Physical unique id: Fighting counterfeiting with snowflakes

Snowflakes

Every snowflake is different!

goes the saying. This can be used to fight counterfeiting of physical objects.

Assume we have a method to create a physical unique structure. And the method is so difficult to control that we are not able to recreate the same structure twice (snowflakes may be an example of this). Let’s call this a physical unique ID (puid).
Assume furthermore, that we have some method to reliably digitalize the structure into some fingerprint (the process must be tolerant enough to have a low error rate but strict enough such that it is still impossible to produce two puids that generate the same fingerprint).

To protect let’s say a banknote we attach the puid together with a digital signature of its fingerprint (this can be done by RFID or QR-code for example). To check the genuineness of the note one has to digitalize the puid and verify that the signature matches to the fingerprint. Of course the signature should also cover other data of the note – in particular the face value so that valid signatures cannot be reused on higher notes.

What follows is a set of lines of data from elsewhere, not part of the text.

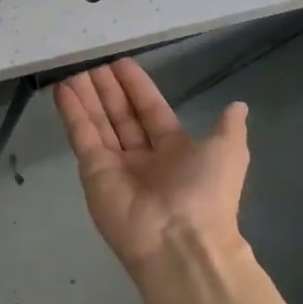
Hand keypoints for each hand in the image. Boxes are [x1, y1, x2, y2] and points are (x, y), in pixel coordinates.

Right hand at [53, 59, 249, 276]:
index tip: (120, 63)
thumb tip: (239, 106)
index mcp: (174, 151)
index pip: (150, 110)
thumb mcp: (228, 153)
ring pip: (99, 122)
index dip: (136, 87)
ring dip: (87, 96)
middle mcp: (143, 156)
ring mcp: (115, 164)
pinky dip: (72, 112)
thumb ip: (228, 128)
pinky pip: (82, 135)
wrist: (179, 242)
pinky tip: (63, 88)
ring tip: (73, 68)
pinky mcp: (92, 171)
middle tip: (92, 61)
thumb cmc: (205, 193)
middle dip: (108, 88)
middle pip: (121, 114)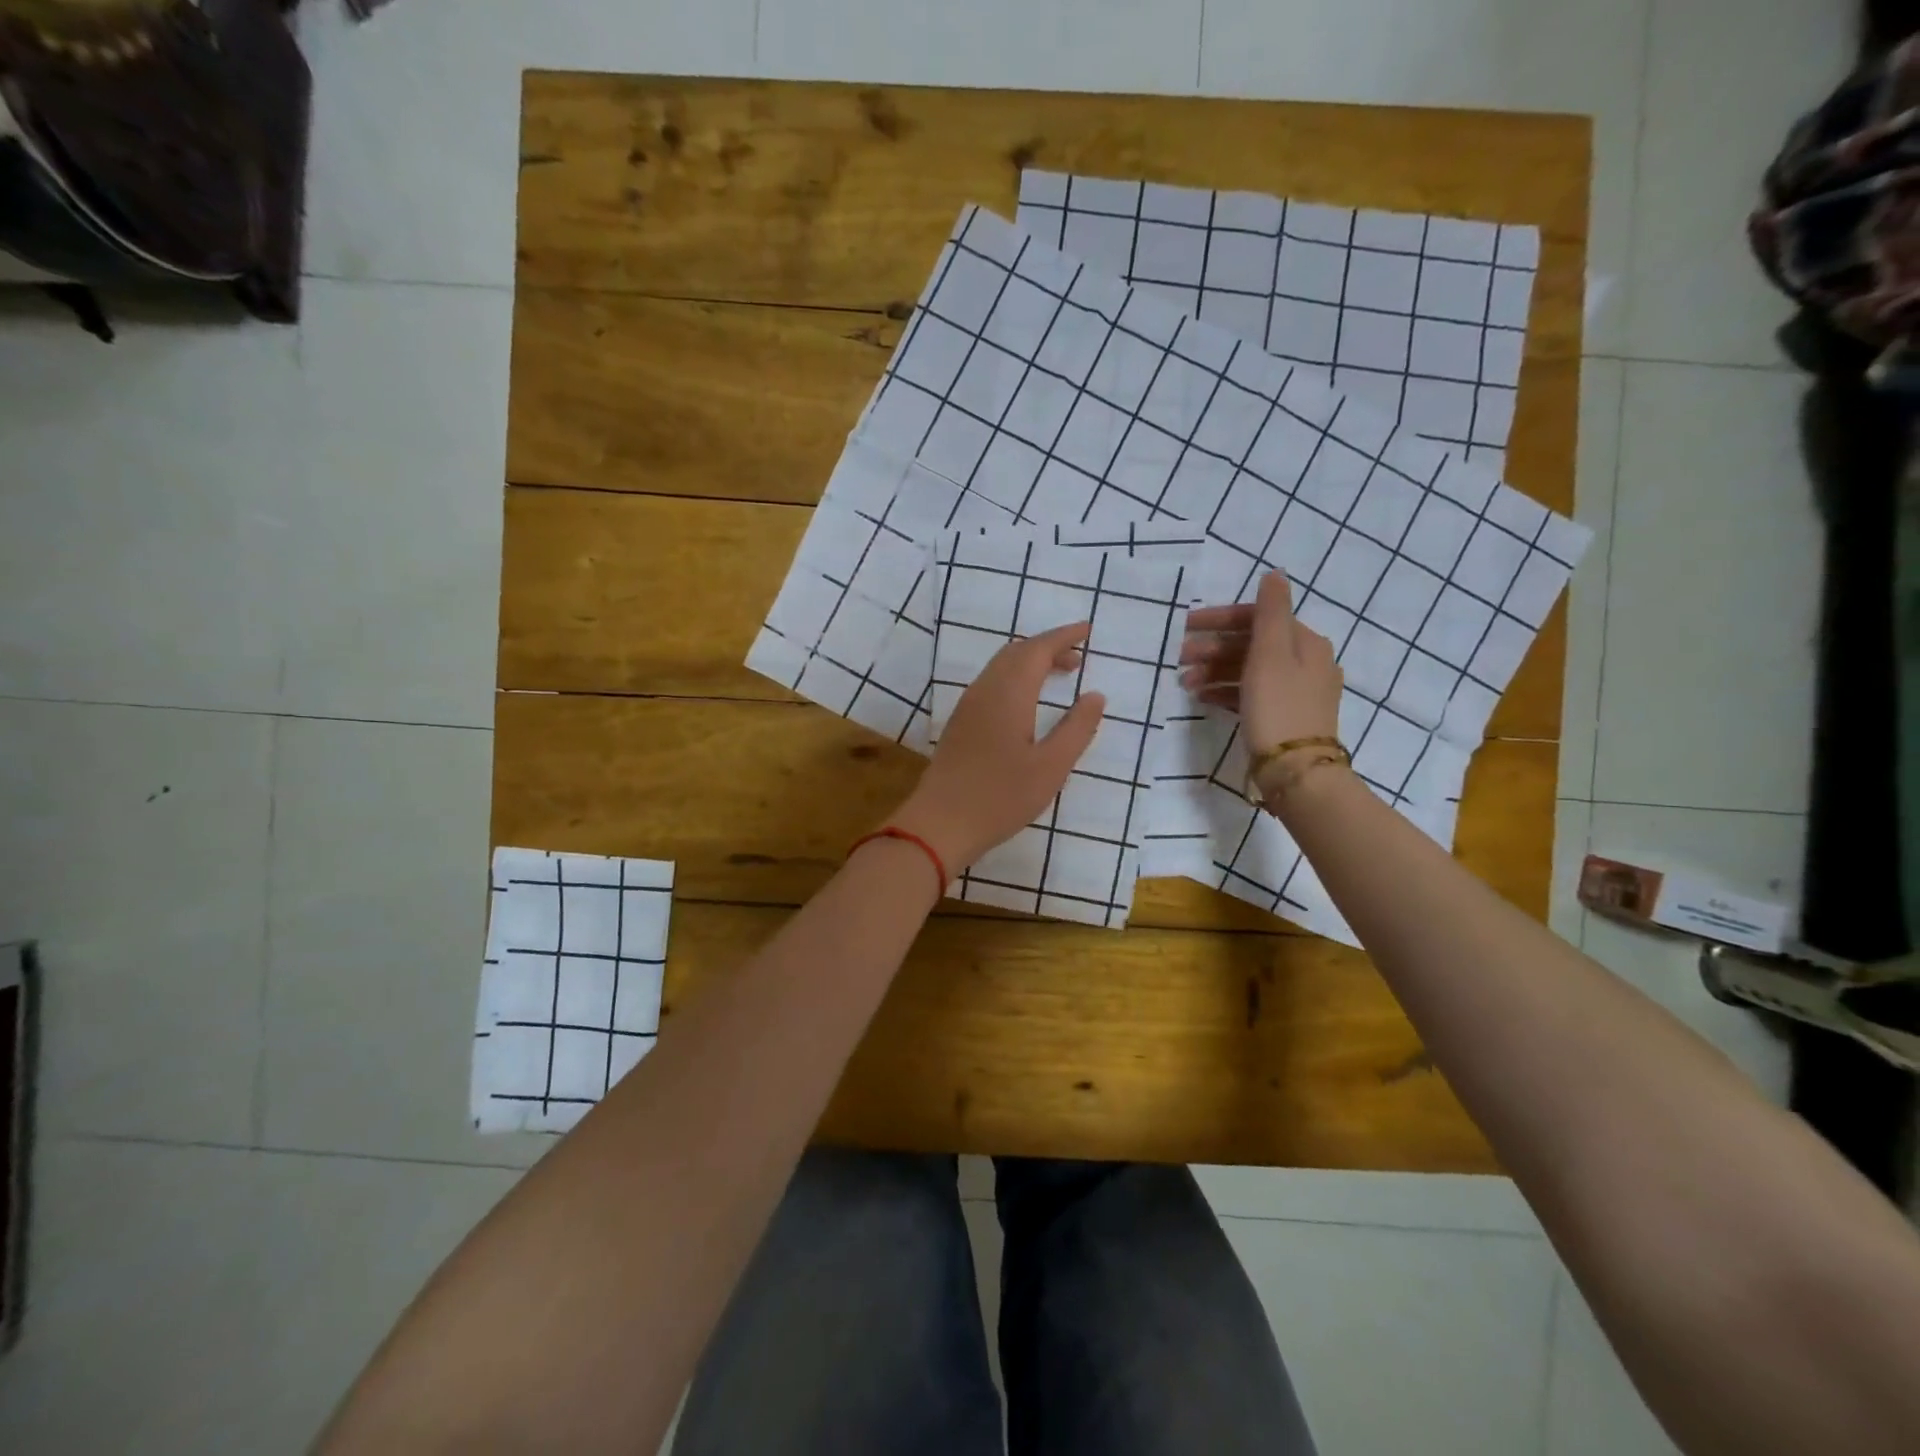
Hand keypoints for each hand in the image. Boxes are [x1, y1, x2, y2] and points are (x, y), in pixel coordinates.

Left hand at [890, 622, 1106, 871]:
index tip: (1088, 630)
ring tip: (1059, 675)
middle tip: (1078, 657)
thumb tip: (1095, 695)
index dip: (1064, 636)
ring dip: (1030, 662)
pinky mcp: (960, 723)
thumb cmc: (1001, 797)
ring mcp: (967, 706)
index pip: (1038, 649)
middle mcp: (985, 690)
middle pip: (1017, 652)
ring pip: (1001, 667)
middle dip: (1048, 647)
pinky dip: (1015, 678)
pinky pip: (991, 684)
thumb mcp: (1051, 766)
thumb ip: (1077, 728)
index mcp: (1009, 693)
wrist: (940, 823)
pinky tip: (1027, 702)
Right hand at [1179, 570, 1342, 751]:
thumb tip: (1274, 573)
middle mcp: (1306, 662)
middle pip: (1253, 644)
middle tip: (1180, 659)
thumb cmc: (1278, 706)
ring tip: (1187, 683)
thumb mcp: (1271, 653)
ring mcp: (1296, 691)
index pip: (1258, 618)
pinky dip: (1226, 691)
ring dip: (1215, 671)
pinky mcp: (1284, 716)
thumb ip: (1271, 611)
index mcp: (1306, 642)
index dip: (1221, 619)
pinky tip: (1204, 698)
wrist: (1296, 770)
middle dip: (1213, 648)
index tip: (1186, 627)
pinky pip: (1250, 693)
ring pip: (1249, 670)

What’s the advantage over current technologies? Currently we try to carefully control the process but with proper equipment and knowledge the process can be reproduced. By taking a process nobody controls sufficiently and digital cryptography we should gain additional security.

Tell me who else came up with this idea or why it does not work. What could be a good puid-process?

Update:
I meanwhile found Physical unclonable function and Dust Identity.